▶ TASK INSTRUCTIONS: Copy every record exactly as it appears in the data below.

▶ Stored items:
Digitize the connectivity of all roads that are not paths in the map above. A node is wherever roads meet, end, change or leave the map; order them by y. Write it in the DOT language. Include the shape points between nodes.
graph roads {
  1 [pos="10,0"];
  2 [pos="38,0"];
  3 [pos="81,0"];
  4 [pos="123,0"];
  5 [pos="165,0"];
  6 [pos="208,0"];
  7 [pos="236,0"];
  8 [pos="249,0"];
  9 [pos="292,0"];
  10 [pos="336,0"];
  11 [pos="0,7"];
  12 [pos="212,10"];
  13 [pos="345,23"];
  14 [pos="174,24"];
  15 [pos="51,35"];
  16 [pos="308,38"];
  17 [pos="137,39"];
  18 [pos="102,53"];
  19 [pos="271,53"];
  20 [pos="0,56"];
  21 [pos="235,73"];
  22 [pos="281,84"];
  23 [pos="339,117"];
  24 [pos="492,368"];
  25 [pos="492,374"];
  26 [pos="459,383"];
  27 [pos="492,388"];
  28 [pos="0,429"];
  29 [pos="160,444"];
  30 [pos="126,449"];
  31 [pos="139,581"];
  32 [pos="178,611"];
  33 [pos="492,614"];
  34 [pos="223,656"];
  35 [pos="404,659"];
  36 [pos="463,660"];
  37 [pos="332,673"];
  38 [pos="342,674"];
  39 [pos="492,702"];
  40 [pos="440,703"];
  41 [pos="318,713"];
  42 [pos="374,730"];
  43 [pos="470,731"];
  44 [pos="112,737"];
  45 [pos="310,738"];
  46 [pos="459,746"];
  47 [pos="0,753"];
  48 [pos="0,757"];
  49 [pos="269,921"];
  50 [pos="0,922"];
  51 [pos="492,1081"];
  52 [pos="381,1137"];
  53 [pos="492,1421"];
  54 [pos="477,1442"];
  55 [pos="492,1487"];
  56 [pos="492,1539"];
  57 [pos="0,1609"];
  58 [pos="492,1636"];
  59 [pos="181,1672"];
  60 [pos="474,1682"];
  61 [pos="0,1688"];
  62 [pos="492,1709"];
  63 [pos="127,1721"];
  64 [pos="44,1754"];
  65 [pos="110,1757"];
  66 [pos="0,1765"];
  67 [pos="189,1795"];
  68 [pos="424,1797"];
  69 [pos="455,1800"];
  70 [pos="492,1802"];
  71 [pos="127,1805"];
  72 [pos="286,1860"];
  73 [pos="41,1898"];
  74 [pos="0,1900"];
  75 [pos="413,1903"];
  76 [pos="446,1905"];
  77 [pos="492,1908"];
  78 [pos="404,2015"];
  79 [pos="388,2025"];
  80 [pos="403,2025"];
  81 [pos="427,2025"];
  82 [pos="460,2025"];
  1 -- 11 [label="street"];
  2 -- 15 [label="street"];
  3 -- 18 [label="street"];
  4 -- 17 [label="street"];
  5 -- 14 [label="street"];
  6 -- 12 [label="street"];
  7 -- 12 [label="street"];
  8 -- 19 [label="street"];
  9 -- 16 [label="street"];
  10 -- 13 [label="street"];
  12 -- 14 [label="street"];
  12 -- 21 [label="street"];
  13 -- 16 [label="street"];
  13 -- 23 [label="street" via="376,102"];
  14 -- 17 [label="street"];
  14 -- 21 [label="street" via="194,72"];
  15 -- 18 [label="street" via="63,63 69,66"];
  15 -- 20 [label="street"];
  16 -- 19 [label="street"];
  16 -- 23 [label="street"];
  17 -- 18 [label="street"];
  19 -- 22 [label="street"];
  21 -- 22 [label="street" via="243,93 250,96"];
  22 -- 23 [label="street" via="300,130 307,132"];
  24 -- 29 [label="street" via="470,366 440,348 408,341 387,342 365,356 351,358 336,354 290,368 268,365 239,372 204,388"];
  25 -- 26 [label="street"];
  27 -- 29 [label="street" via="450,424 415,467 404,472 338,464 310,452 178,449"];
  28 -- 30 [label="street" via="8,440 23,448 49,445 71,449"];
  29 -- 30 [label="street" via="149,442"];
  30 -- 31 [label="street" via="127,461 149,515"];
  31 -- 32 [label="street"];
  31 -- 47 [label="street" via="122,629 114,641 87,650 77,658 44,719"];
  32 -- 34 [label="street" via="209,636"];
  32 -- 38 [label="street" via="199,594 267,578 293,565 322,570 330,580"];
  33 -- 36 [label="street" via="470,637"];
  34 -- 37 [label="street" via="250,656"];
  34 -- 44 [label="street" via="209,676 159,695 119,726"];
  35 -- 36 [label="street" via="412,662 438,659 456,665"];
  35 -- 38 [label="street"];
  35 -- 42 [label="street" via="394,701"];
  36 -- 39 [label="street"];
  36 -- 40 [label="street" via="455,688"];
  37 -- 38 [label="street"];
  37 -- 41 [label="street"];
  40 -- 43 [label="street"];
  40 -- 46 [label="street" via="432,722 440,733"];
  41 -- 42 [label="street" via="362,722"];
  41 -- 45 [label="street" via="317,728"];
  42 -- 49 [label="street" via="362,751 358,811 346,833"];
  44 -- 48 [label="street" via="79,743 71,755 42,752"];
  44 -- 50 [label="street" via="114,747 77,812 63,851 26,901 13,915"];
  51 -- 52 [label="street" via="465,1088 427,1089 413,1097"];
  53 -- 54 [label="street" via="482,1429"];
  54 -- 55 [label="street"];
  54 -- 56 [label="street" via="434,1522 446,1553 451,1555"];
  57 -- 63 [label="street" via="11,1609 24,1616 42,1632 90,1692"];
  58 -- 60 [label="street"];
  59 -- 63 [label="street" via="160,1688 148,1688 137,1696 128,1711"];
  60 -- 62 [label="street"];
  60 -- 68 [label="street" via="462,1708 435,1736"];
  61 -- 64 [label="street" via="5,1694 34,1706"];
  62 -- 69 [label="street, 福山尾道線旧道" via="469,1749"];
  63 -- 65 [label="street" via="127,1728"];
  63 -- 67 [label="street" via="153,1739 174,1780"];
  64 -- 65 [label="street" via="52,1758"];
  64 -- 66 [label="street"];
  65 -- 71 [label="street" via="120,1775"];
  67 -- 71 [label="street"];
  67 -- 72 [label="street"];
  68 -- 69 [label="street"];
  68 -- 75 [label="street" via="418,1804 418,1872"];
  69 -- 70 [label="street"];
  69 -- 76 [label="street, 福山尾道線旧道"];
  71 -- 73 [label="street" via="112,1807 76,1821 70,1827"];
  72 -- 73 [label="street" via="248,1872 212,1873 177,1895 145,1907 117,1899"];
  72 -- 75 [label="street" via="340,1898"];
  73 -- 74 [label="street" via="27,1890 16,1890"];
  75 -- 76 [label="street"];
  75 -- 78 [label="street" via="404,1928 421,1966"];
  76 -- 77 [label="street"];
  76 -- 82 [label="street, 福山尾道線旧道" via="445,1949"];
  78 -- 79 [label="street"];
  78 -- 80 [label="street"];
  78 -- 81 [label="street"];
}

▶ SOLUTION TO THE PROBLEM:
Digitize the connectivity of all roads that are not paths in the map above. A node is wherever roads meet, end, change or leave the map; order them by y. Write it in the DOT language. Include the shape points between nodes.
graph roads {
  1 [pos="10,0"];
  2 [pos="38,0"];
  3 [pos="81,0"];
  4 [pos="123,0"];
  5 [pos="165,0"];
  6 [pos="208,0"];
  7 [pos="236,0"];
  8 [pos="249,0"];
  9 [pos="292,0"];
  10 [pos="336,0"];
  11 [pos="0,7"];
  12 [pos="212,10"];
  13 [pos="345,23"];
  14 [pos="174,24"];
  15 [pos="51,35"];
  16 [pos="308,38"];
  17 [pos="137,39"];
  18 [pos="102,53"];
  19 [pos="271,53"];
  20 [pos="0,56"];
  21 [pos="235,73"];
  22 [pos="281,84"];
  23 [pos="339,117"];
  24 [pos="492,368"];
  25 [pos="492,374"];
  26 [pos="459,383"];
  27 [pos="492,388"];
  28 [pos="0,429"];
  29 [pos="160,444"];
  30 [pos="126,449"];
  31 [pos="139,581"];
  32 [pos="178,611"];
  33 [pos="492,614"];
  34 [pos="223,656"];
  35 [pos="404,659"];
  36 [pos="463,660"];
  37 [pos="332,673"];
  38 [pos="342,674"];
  39 [pos="492,702"];
  40 [pos="440,703"];
  41 [pos="318,713"];
  42 [pos="374,730"];
  43 [pos="470,731"];
  44 [pos="112,737"];
  45 [pos="310,738"];
  46 [pos="459,746"];
  47 [pos="0,753"];
  48 [pos="0,757"];
  49 [pos="269,921"];
  50 [pos="0,922"];
  51 [pos="492,1081"];
  52 [pos="381,1137"];
  53 [pos="492,1421"];
  54 [pos="477,1442"];
  55 [pos="492,1487"];
  56 [pos="492,1539"];
  57 [pos="0,1609"];
  58 [pos="492,1636"];
  59 [pos="181,1672"];
  60 [pos="474,1682"];
  61 [pos="0,1688"];
  62 [pos="492,1709"];
  63 [pos="127,1721"];
  64 [pos="44,1754"];
  65 [pos="110,1757"];
  66 [pos="0,1765"];
  67 [pos="189,1795"];
  68 [pos="424,1797"];
  69 [pos="455,1800"];
  70 [pos="492,1802"];
  71 [pos="127,1805"];
  72 [pos="286,1860"];
  73 [pos="41,1898"];
  74 [pos="0,1900"];
  75 [pos="413,1903"];
  76 [pos="446,1905"];
  77 [pos="492,1908"];
  78 [pos="404,2015"];
  79 [pos="388,2025"];
  80 [pos="403,2025"];
  81 [pos="427,2025"];
  82 [pos="460,2025"];
  1 -- 11 [label="street"];
  2 -- 15 [label="street"];
  3 -- 18 [label="street"];
  4 -- 17 [label="street"];
  5 -- 14 [label="street"];
  6 -- 12 [label="street"];
  7 -- 12 [label="street"];
  8 -- 19 [label="street"];
  9 -- 16 [label="street"];
  10 -- 13 [label="street"];
  12 -- 14 [label="street"];
  12 -- 21 [label="street"];
  13 -- 16 [label="street"];
  13 -- 23 [label="street" via="376,102"];
  14 -- 17 [label="street"];
  14 -- 21 [label="street" via="194,72"];
  15 -- 18 [label="street" via="63,63 69,66"];
  15 -- 20 [label="street"];
  16 -- 19 [label="street"];
  16 -- 23 [label="street"];
  17 -- 18 [label="street"];
  19 -- 22 [label="street"];
  21 -- 22 [label="street" via="243,93 250,96"];
  22 -- 23 [label="street" via="300,130 307,132"];
  24 -- 29 [label="street" via="470,366 440,348 408,341 387,342 365,356 351,358 336,354 290,368 268,365 239,372 204,388"];
  25 -- 26 [label="street"];
  27 -- 29 [label="street" via="450,424 415,467 404,472 338,464 310,452 178,449"];
  28 -- 30 [label="street" via="8,440 23,448 49,445 71,449"];
  29 -- 30 [label="street" via="149,442"];
  30 -- 31 [label="street" via="127,461 149,515"];
  31 -- 32 [label="street"];
  31 -- 47 [label="street" via="122,629 114,641 87,650 77,658 44,719"];
  32 -- 34 [label="street" via="209,636"];
  32 -- 38 [label="street" via="199,594 267,578 293,565 322,570 330,580"];
  33 -- 36 [label="street" via="470,637"];
  34 -- 37 [label="street" via="250,656"];
  34 -- 44 [label="street" via="209,676 159,695 119,726"];
  35 -- 36 [label="street" via="412,662 438,659 456,665"];
  35 -- 38 [label="street"];
  35 -- 42 [label="street" via="394,701"];
  36 -- 39 [label="street"];
  36 -- 40 [label="street" via="455,688"];
  37 -- 38 [label="street"];
  37 -- 41 [label="street"];
  40 -- 43 [label="street"];
  40 -- 46 [label="street" via="432,722 440,733"];
  41 -- 42 [label="street" via="362,722"];
  41 -- 45 [label="street" via="317,728"];
  42 -- 49 [label="street" via="362,751 358,811 346,833"];
  44 -- 48 [label="street" via="79,743 71,755 42,752"];
  44 -- 50 [label="street" via="114,747 77,812 63,851 26,901 13,915"];
  51 -- 52 [label="street" via="465,1088 427,1089 413,1097"];
  53 -- 54 [label="street" via="482,1429"];
  54 -- 55 [label="street"];
  54 -- 56 [label="street" via="434,1522 446,1553 451,1555"];
  57 -- 63 [label="street" via="11,1609 24,1616 42,1632 90,1692"];
  58 -- 60 [label="street"];
  59 -- 63 [label="street" via="160,1688 148,1688 137,1696 128,1711"];
  60 -- 62 [label="street"];
  60 -- 68 [label="street" via="462,1708 435,1736"];
  61 -- 64 [label="street" via="5,1694 34,1706"];
  62 -- 69 [label="street, 福山尾道線旧道" via="469,1749"];
  63 -- 65 [label="street" via="127,1728"];
  63 -- 67 [label="street" via="153,1739 174,1780"];
  64 -- 65 [label="street" via="52,1758"];
  64 -- 66 [label="street"];
  65 -- 71 [label="street" via="120,1775"];
  67 -- 71 [label="street"];
  67 -- 72 [label="street"];
  68 -- 69 [label="street"];
  68 -- 75 [label="street" via="418,1804 418,1872"];
  69 -- 70 [label="street"];
  69 -- 76 [label="street, 福山尾道線旧道"];
  71 -- 73 [label="street" via="112,1807 76,1821 70,1827"];
  72 -- 73 [label="street" via="248,1872 212,1873 177,1895 145,1907 117,1899"];
  72 -- 75 [label="street" via="340,1898"];
  73 -- 74 [label="street" via="27,1890 16,1890"];
  75 -- 76 [label="street"];
  75 -- 78 [label="street" via="404,1928 421,1966"];
  76 -- 77 [label="street"];
  76 -- 82 [label="street, 福山尾道線旧道" via="445,1949"];
  78 -- 79 [label="street"];
  78 -- 80 [label="street"];
  78 -- 81 [label="street"];
}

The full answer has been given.